■ **THE DATA**:
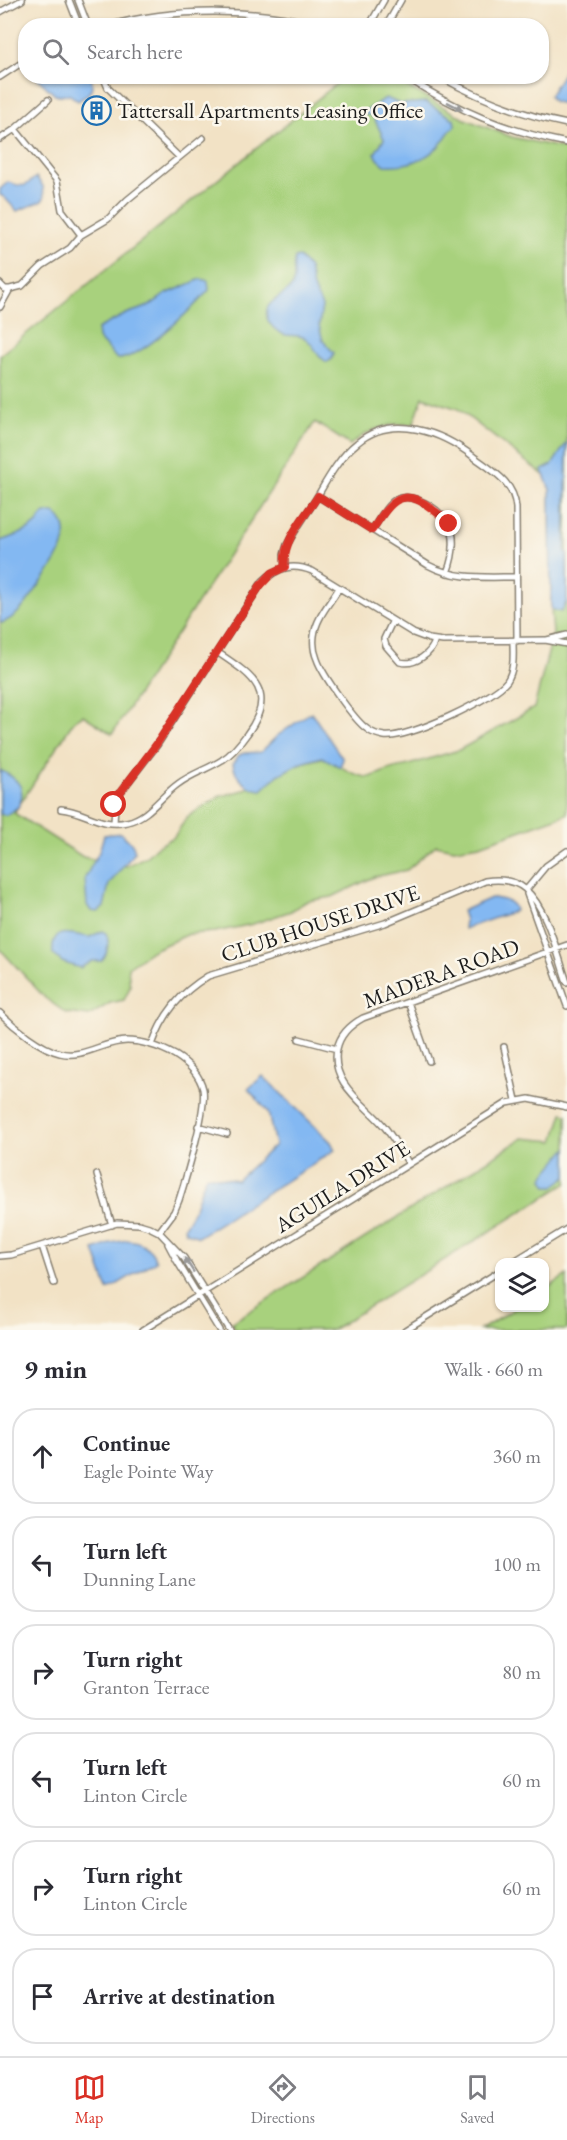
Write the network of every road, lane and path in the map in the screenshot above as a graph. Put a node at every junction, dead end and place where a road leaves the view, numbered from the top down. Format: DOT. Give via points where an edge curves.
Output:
graph roads {
  1 [pos="22,0"];
  2 [pos="69,0"];
  3 [pos="78,0"];
  4 [pos="384,0"];
  5 [pos="400,0"];
  6 [pos="0,12"];
  7 [pos="235,14"];
  8 [pos="76,18"];
  9 [pos="85,18"];
  10 [pos="141,18"];
  11 [pos="252,18"];
  12 [pos="279,18"];
  13 [pos="374,18"];
  14 [pos="390,18"];
  15 [pos="18,65"];
  16 [pos="0,77"];
  17 [pos="106,84"];
  18 [pos="417,84"];
  19 [pos="454,84"];
  20 [pos="48,100"];
  21 [pos="567,123"];
  22 [pos="15,129"];
  23 [pos="203,138"];
  24 [pos="0,139"];
  25 [pos="567,143"];
  26 [pos="179,157"];
  27 [pos="81,235"];
  28 [pos="0,284"];
  29 [pos="10,289"];
  30 [pos="0,307"];
  31 [pos="318,496"];
  32 [pos="372,530"];
  33 [pos="285,567"];
  34 [pos="447,573"];
  35 [pos="516,577"];
  36 [pos="339,588"];
  37 [pos="393,622"];
  38 [pos="567,635"];
  39 [pos="435,640"];
  40 [pos="545,640"];
  41 [pos="515,641"];
  42 [pos="567,644"];
  43 [pos="217,652"];
  44 [pos="61,809"];
  45 [pos="114,823"];
  46 [pos="567,851"];
  47 [pos="526,890"];
  48 [pos="567,945"];
  49 [pos="555,950"];
  50 [pos="547,952"];
  51 [pos="567,982"];
  52 [pos="408,1002"];
  53 [pos="567,1006"];
  54 [pos="0,1013"];
  55 [pos="299,1040"];
  56 [pos="152,1045"];
  57 [pos="504,1047"];
  58 [pos="337,1049"];
  59 [pos="429,1061"];
  60 [pos="516,1100"];
  61 [pos="567,1107"];
  62 [pos="198,1126"];
  63 [pos="227,1134"];
  64 [pos="410,1164"];
  65 [pos="97,1175"];
  66 [pos="112,1225"];
  67 [pos="567,1229"];
  68 [pos="159,1232"];
  69 [pos="166,1240"];
  70 [pos="42,1246"];
  71 [pos="0,1256"];
  72 [pos="521,1258"];
  73 [pos="495,1274"];
  74 [pos="54,1283"];
  75 [pos="205,1291"];
  76 [pos="198,1296"];
  77 [pos="143,1330"];
  78 [pos="219,1330"];
  79 [pos="229,1330"];
  80 [pos="405,1330"];
  1 -- 6 [label="street"];
  2 -- 8 [label="street"];
  3 -- 9 [label="street"];
  4 -- 13 [label="street"];
  5 -- 14 [label="street"];
  7 -- 10 [label="street"];
  7 -- 11 [label="street"];
  7 -- 12 [label="street"];
  15 -- 16 [label="street"];
  17 -- 26 [label="street"];
  18 -- 25 [label="street, one-way" via="485,120"];
  19 -- 21 [label="street" via="508,109"];
  20 -- 22 [label="street"];
  22 -- 24 [label="street"];
  22 -- 27 [label="street" via="57,181 62,210"];
  23 -- 26 [label="street"];
  26 -- 27 [label="street" via="108,219"];
  27 -- 29 [label="street" via="24,284"];
  28 -- 29 [label="street"];
  29 -- 30 [label="street"];
  31 -- 32 [label="street"];
  31 -- 33 [label="street" via="287,545"];
  31 -- 35 [label="street" via="344,456 369,435 402,428 440,436 466,451 512,489 516,508"];
  32 -- 34 [label="street"];
  32 -- 34 [label="street" via="394,501 405,497 419,499 450,527 452,552"];
  33 -- 36 [label="street" via="306,568"];
  33 -- 43 [label="street" via="263,581"];
  34 -- 35 [label="street"];
  35 -- 41 [label="street"];
  36 -- 37 [label="street"];
  36 -- 41 [label="street" via="316,626 315,652 320,667 358,720 379,735 395,737 418,730 495,692 512,670"];
  37 -- 39 [label="street" via="417,636"];
  37 -- 39 [label="street" via="384,639 400,662 411,663 430,652"];
  38 -- 40 [label="street"];
  39 -- 41 [label="street"];
  40 -- 41 [label="street"];
  40 -- 42 [label="street"];
  43 -- 45 [label="street" via="119,794 114,805"];
  43 -- 45 [label="street" via="248,673 256,684 261,702 254,724 223,760 179,783 146,814 129,822"];
  44 -- 45 [label="street" via="102,823"];
  46 -- 47 [label="street" via="546,866"];
  47 -- 49 [label="street" via="543,913"];
  47 -- 50 [label="street"];
  47 -- 56 [label="street, CLUB HOUSE DRIVE" via="514,883 486,881 385,923 208,976 173,1005"];
  48 -- 49 [label="street, MADERA ROAD"];
  49 -- 50 [label="street, MADERA ROAD"];
  49 -- 51 [label="street"];
  50 -- 52 [label="street, MADERA ROAD"];
  50 -- 53 [label="street"];
  52 -- 58 [label="street, MADERA ROAD" via="357,1021 346,1030"];
  52 -- 59 [label="street"];
  54 -- 56 [label="street" via="43,1046 61,1054 80,1054 116,1042"];
  55 -- 58 [label="street"];
  56 -- 62 [label="street" via="180,1058 195,1072 203,1091"];
  57 -- 60 [label="street"];
  58 -- 64 [label="street" via="341,1079"];
  60 -- 61 [label="street"];
  60 -- 64 [label="street, AGUILA DRIVE"];
  62 -- 63 [label="street"];
  62 -- 68 [label="street" via="179,1200"];
  64 -- 75 [label="street, AGUILA DRIVE"];
  65 -- 66 [label="street"];
  66 -- 68 [label="street" via="139,1224"];
  66 -- 70 [label="street"];
  67 -- 72 [label="street"];
  68 -- 69 [label="street"];
  75 -- 69 [label="street, one-way" via="187,1262"];
  69 -- 76 [label="street"];
  70 -- 71 [label="street"];
  70 -- 74 [label="street"];
  73 -- 80 [label="street"];
  75 -- 76 [label="street, AGUILA DRIVE"];
  75 -- 79 [label="street"];
  76 -- 77 [label="street, AGUILA DRIVE"];
  76 -- 78 [label="street"];
}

■ **EXERCISE DETAILS**: The response must contain every line from the listing above in which the string "AGUILA" appears.

■ **EXERCISE OUTPUT**:
  60 -- 64 [label="street, AGUILA DRIVE"];
  64 -- 75 [label="street, AGUILA DRIVE"];
  75 -- 76 [label="street, AGUILA DRIVE"];
  76 -- 77 [label="street, AGUILA DRIVE"];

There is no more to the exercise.